Could you explain to me why there is this distinction between source nodes and destination nodes for mini-batching? In the 6.5 Tutorial h_src is defined as all of the node features, and h_dst is defined as only a part of the node features, meaning they are overlapping. Could you explain why?

h_src = h
h_dst = h[:block.number_of_dst_nodes()]

mufeili · October 6, 2020, 2:58am

Why is it that only the srcdata and not the dstdata is used here?

As mentioned in the user guide, " If the features are stored in g.ndata , then the features can be loaded by accessing the features in blocks[0].srcdata , the features of input nodes of the first block, which is identical to all the necessary nodes needed for computing the final representations."

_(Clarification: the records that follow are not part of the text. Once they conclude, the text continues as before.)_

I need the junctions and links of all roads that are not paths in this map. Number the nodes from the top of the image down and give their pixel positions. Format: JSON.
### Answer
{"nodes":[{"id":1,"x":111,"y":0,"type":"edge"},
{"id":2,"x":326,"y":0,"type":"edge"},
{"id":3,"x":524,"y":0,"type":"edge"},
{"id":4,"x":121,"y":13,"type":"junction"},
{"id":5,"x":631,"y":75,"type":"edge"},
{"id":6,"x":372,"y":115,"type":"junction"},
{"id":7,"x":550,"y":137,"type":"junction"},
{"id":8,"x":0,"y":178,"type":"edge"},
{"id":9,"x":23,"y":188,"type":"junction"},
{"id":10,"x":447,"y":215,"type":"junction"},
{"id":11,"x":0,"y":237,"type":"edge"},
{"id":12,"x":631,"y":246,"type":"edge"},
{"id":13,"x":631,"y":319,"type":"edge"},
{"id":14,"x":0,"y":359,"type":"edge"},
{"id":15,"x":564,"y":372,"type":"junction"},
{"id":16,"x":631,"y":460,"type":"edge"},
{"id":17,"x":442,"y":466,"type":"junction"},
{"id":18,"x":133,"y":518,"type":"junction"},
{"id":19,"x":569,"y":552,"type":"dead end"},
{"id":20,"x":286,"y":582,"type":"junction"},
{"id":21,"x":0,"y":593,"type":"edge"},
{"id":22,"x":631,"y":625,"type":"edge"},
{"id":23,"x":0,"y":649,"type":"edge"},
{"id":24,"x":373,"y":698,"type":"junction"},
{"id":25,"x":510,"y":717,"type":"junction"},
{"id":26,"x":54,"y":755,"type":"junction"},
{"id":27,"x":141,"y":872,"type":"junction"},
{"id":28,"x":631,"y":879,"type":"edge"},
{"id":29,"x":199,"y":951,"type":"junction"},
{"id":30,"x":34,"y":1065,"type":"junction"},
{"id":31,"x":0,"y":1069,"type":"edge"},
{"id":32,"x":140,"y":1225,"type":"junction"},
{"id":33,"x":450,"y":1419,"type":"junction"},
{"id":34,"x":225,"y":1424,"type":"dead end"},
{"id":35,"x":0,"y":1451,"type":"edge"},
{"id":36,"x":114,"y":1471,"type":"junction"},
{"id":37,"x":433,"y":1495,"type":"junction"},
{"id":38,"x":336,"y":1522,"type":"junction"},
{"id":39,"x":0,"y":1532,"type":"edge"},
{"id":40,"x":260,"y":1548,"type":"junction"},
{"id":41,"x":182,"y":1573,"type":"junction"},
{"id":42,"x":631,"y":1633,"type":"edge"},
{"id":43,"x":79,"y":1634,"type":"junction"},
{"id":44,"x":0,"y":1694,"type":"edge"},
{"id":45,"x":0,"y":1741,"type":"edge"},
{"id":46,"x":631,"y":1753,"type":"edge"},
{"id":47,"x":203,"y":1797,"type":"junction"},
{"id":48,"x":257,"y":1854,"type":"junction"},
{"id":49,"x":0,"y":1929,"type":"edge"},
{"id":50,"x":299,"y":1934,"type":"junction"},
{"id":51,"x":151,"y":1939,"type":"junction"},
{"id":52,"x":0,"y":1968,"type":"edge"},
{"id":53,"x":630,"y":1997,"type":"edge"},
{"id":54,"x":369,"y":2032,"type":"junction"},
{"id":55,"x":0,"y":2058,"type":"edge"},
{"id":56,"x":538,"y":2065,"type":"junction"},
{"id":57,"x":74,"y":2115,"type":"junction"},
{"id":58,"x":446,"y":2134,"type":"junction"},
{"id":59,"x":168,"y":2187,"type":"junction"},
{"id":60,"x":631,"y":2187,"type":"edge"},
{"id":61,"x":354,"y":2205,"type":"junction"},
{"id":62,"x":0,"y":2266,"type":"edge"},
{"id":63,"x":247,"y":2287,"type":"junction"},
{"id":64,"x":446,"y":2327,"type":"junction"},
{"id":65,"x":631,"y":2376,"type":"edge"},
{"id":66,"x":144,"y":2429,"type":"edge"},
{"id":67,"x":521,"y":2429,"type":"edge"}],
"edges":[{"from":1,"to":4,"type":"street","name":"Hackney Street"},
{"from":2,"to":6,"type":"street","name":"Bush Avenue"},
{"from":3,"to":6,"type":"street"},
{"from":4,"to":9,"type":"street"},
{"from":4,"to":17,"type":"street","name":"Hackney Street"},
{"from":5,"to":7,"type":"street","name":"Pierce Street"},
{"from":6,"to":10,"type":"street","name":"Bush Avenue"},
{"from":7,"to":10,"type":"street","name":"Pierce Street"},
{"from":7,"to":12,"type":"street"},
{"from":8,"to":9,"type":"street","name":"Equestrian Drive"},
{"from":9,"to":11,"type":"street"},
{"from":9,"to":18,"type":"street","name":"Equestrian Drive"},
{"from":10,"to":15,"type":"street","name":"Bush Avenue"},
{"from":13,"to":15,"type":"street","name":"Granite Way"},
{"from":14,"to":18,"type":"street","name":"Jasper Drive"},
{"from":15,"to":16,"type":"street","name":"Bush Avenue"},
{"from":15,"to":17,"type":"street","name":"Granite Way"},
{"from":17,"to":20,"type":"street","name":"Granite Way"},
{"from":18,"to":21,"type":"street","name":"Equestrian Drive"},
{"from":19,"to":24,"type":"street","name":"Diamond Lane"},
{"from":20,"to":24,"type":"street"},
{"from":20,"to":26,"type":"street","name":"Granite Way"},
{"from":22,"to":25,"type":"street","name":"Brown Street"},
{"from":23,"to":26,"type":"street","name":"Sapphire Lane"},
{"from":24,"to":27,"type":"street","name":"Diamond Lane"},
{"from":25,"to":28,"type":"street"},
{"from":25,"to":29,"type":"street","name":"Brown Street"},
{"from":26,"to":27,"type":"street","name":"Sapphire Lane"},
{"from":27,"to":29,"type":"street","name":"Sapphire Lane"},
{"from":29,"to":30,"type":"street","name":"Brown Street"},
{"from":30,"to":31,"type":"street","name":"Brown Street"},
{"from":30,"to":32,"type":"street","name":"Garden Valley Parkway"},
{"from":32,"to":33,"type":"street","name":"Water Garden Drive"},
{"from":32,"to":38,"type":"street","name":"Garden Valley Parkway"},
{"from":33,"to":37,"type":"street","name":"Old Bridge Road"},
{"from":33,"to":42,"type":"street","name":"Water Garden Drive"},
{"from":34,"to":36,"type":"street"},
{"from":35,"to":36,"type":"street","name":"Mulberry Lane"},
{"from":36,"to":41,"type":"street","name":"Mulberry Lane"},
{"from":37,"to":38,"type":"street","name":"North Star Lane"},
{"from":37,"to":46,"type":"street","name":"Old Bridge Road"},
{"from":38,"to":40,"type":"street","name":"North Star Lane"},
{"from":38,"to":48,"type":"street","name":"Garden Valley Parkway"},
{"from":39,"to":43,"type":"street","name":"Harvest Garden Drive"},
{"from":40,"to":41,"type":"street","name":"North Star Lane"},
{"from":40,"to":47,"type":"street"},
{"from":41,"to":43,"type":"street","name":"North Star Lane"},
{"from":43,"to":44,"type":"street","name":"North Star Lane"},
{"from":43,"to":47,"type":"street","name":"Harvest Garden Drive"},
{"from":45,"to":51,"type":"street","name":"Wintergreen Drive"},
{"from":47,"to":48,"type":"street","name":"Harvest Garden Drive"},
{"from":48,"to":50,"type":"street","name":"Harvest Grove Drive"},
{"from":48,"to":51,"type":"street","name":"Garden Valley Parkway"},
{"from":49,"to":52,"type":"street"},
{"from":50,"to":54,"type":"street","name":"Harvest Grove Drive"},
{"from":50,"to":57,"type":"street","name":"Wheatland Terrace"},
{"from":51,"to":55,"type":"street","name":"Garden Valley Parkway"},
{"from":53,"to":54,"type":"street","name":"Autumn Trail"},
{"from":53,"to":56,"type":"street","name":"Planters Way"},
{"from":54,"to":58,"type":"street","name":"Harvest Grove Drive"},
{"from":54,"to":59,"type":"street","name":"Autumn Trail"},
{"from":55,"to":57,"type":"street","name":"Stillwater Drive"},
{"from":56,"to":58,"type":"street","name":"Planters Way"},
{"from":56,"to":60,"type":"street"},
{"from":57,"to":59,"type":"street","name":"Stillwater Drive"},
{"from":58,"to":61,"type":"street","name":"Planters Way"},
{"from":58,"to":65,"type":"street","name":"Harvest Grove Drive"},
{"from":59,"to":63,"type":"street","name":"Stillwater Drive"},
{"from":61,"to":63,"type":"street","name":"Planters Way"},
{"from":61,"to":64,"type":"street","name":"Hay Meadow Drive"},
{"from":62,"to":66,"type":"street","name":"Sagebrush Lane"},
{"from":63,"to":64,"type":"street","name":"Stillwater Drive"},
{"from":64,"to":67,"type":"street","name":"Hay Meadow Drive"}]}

Could you explain to me why there is this distinction between source nodes and destination nodes for mini-batching? In the 6.5 Tutorial h_src is defined as all of the node features, and h_dst is defined as only a part of the node features, meaning they are overlapping. Could you explain why?

Assume you have a single GNN layer and you want to update some destination nodes with neighbor sampling. Now assume you have N destination nodes to update, if you sample M neighbors for each destination node, then the computation involves O(MN) nodes, which is significantly larger than N. This is why we want to handle the source and destination nodes separately.

Meanwhile, for full graph training, most nodes are simultaneously source and destination nodes so it’s fine not to handle them separately.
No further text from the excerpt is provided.